** What you have to do **
Could you find every line in the entries below that holds the word "edges" and copy it?

+++ Supplied records

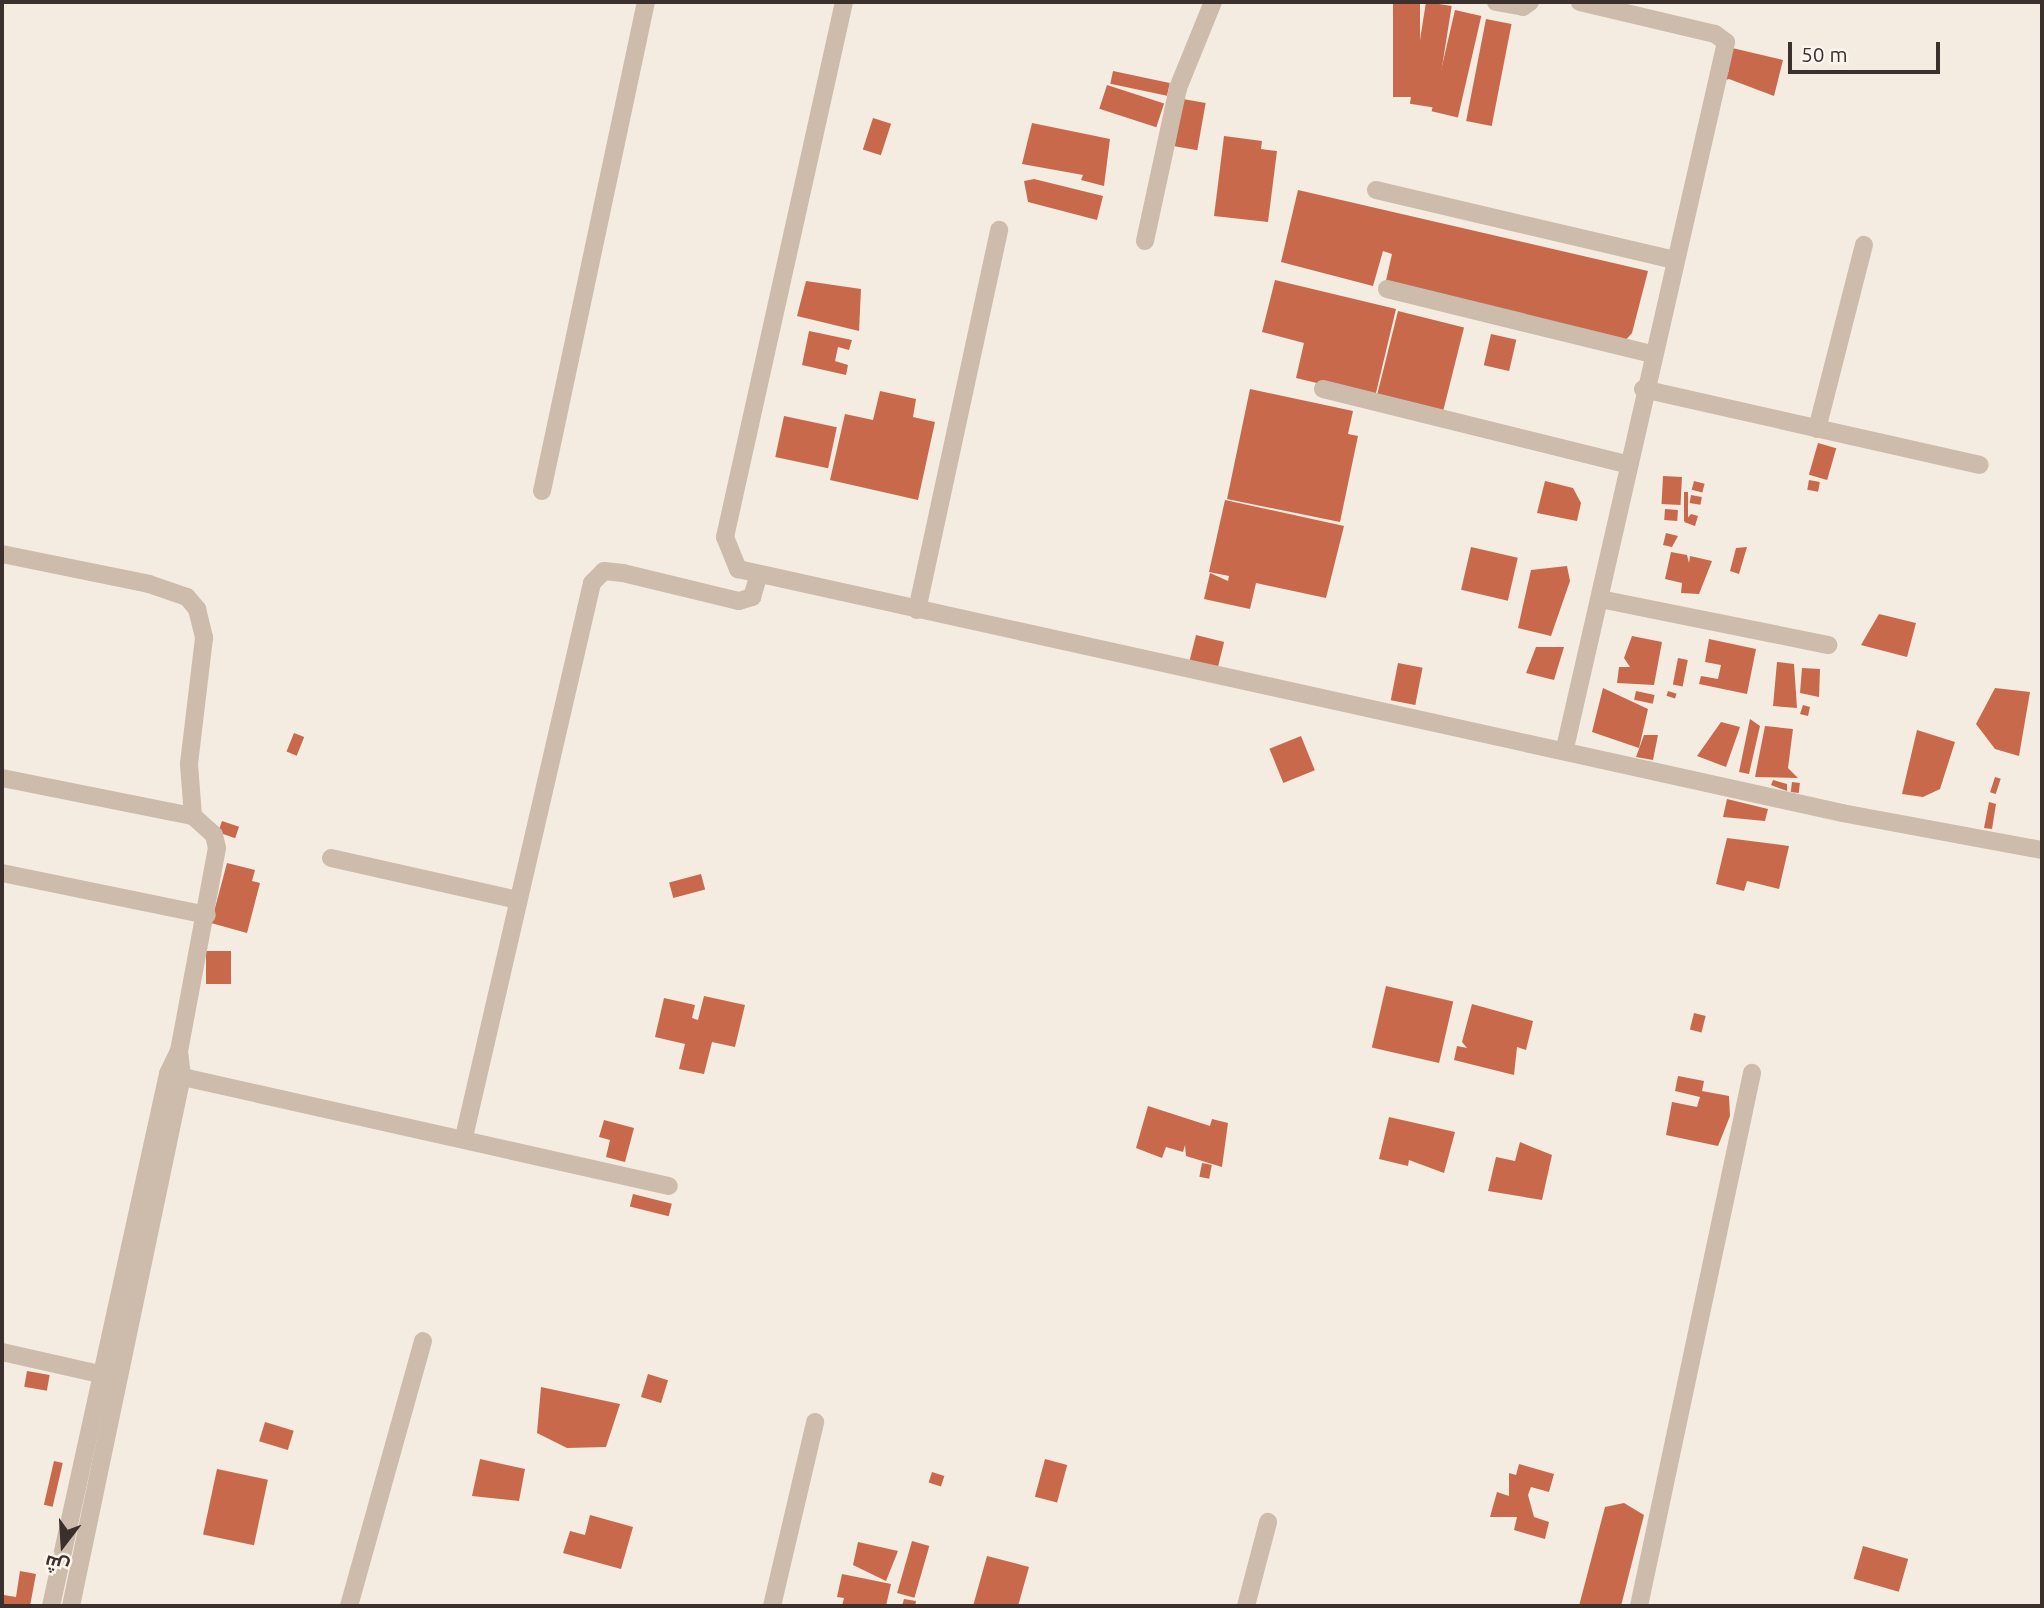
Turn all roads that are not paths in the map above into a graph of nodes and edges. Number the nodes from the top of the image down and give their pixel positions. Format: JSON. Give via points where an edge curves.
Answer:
{"nodes":[{"id":1,"x":646,"y":2,"type":"edge"},
{"id":2,"x":844,"y":2,"type":"edge"},
{"id":3,"x":1213,"y":2,"type":"edge"},
{"id":4,"x":1496,"y":2,"type":"edge"},
{"id":5,"x":1530,"y":2,"type":"edge"},
{"id":6,"x":1580,"y":2,"type":"edge"},
{"id":7,"x":1377,"y":190,"type":"dead end"},
{"id":8,"x":999,"y":230,"type":"dead end"},
{"id":9,"x":1145,"y":241,"type":"dead end"},
{"id":10,"x":1864,"y":245,"type":"dead end"},
{"id":11,"x":1674,"y":260,"type":"junction"},
{"id":12,"x":1387,"y":289,"type":"dead end"},
{"id":13,"x":1651,"y":354,"type":"junction"},
{"id":14,"x":1323,"y":389,"type":"dead end"},
{"id":15,"x":1643,"y":389,"type":"junction"},
{"id":16,"x":1817,"y":429,"type":"junction"},
{"id":17,"x":1626,"y":464,"type":"junction"},
{"id":18,"x":1980,"y":466,"type":"dead end"},
{"id":19,"x":542,"y":491,"type":"dead end"},
{"id":20,"x":2,"y":554,"type":"edge"},
{"id":21,"x":758,"y":577,"type":"junction"},
{"id":22,"x":1600,"y":599,"type":"junction"},
{"id":23,"x":917,"y":610,"type":"junction"},
{"id":24,"x":1828,"y":645,"type":"dead end"},
{"id":25,"x":1565,"y":748,"type":"junction"},
{"id":26,"x":2,"y":778,"type":"edge"},
{"id":27,"x":193,"y":816,"type":"junction"},
{"id":28,"x":2042,"y":850,"type":"edge"},
{"id":29,"x":331,"y":858,"type":"dead end"},
{"id":30,"x":2,"y":873,"type":"edge"},
{"id":31,"x":517,"y":900,"type":"junction"},
{"id":32,"x":207,"y":915,"type":"junction"},
{"id":33,"x":1752,"y":1073,"type":"dead end"},
{"id":34,"x":175,"y":1075,"type":"junction"},
{"id":35,"x":464,"y":1137,"type":"junction"},
{"id":36,"x":669,"y":1186,"type":"dead end"},
{"id":37,"x":423,"y":1341,"type":"dead end"},
{"id":38,"x":2,"y":1352,"type":"edge"},
{"id":39,"x":100,"y":1374,"type":"junction"},
{"id":40,"x":815,"y":1422,"type":"dead end"},
{"id":41,"x":74,"y":1501,"type":"junction"},
{"id":42,"x":93,"y":1505,"type":"junction"},
{"id":43,"x":1268,"y":1522,"type":"dead end"},
{"id":44,"x":51,"y":1606,"type":"edge"},
{"id":45,"x":71,"y":1606,"type":"edge"},
{"id":46,"x":349,"y":1606,"type":"edge"},
{"id":47,"x":772,"y":1606,"type":"edge"},
{"id":48,"x":1246,"y":1606,"type":"edge"},
{"id":49,"x":1639,"y":1606,"type":"edge"}],
"edges":[{"from":1,"to":19,"type":"street"},
{"from":2,"to":21,"type":"street","via":[[725,537],[729,560]]},
{"from":3,"to":9,"type":"street","via":[[1178,88]]},
{"from":4,"to":5,"type":"street","via":[[1523,8]]},
{"from":6,"to":11,"type":"street","via":[[1715,34],[1726,42]]},
{"from":7,"to":11,"type":"street"},
{"from":8,"to":23,"type":"street"},
{"from":10,"to":16,"type":"street"},
{"from":11,"to":13,"type":"street"},
{"from":12,"to":13,"type":"street"},
{"from":13,"to":15,"type":"street"},
{"from":14,"to":17,"type":"street"},
{"from":15,"to":16,"type":"street"},
{"from":15,"to":17,"type":"street"},
{"from":16,"to":18,"type":"street"},
{"from":17,"to":22,"type":"street"},
{"from":20,"to":27,"type":"street","via":[[149,584],[187,597],[197,609],[204,638],[188,764]]},
{"from":21,"to":23,"type":"street"},
{"from":21,"to":31,"type":"street","via":[[752,597],[739,601],[623,573],[604,571],[592,583]]},
{"from":22,"to":24,"type":"street"},
{"from":22,"to":25,"type":"street"},
{"from":23,"to":25,"type":"street"},
{"from":25,"to":28,"type":"street","via":[[1842,813]]},
{"from":26,"to":27,"type":"street"},
{"from":27,"to":32,"type":"street","via":[[214,835],[217,848]]},
{"from":29,"to":31,"type":"street"},
{"from":30,"to":32,"type":"street"},
{"from":31,"to":35,"type":"street"},
{"from":32,"to":34,"type":"street"},
{"from":33,"to":49,"type":"street"},
{"from":34,"to":35,"type":"street"},
{"from":34,"to":39,"type":"street"},
{"from":34,"to":42,"type":"street"},
{"from":35,"to":36,"type":"street"},
{"from":37,"to":46,"type":"street"},
{"from":38,"to":39,"type":"street"},
{"from":39,"to":41,"type":"street"},
{"from":40,"to":47,"type":"street"},
{"from":41,"to":42,"type":"street"},
{"from":41,"to":44,"type":"street"},
{"from":42,"to":45,"type":"street"},
{"from":43,"to":48,"type":"street"}]}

++++++

** Exercise answer **
Turn all roads that are not paths in the map above into a graph of nodes and edges. Number the nodes from the top of the image down and give their pixel positions. Format: JSON. Give via points where an edge curves.
"edges":[{"from":1,"to":19,"type":"street"},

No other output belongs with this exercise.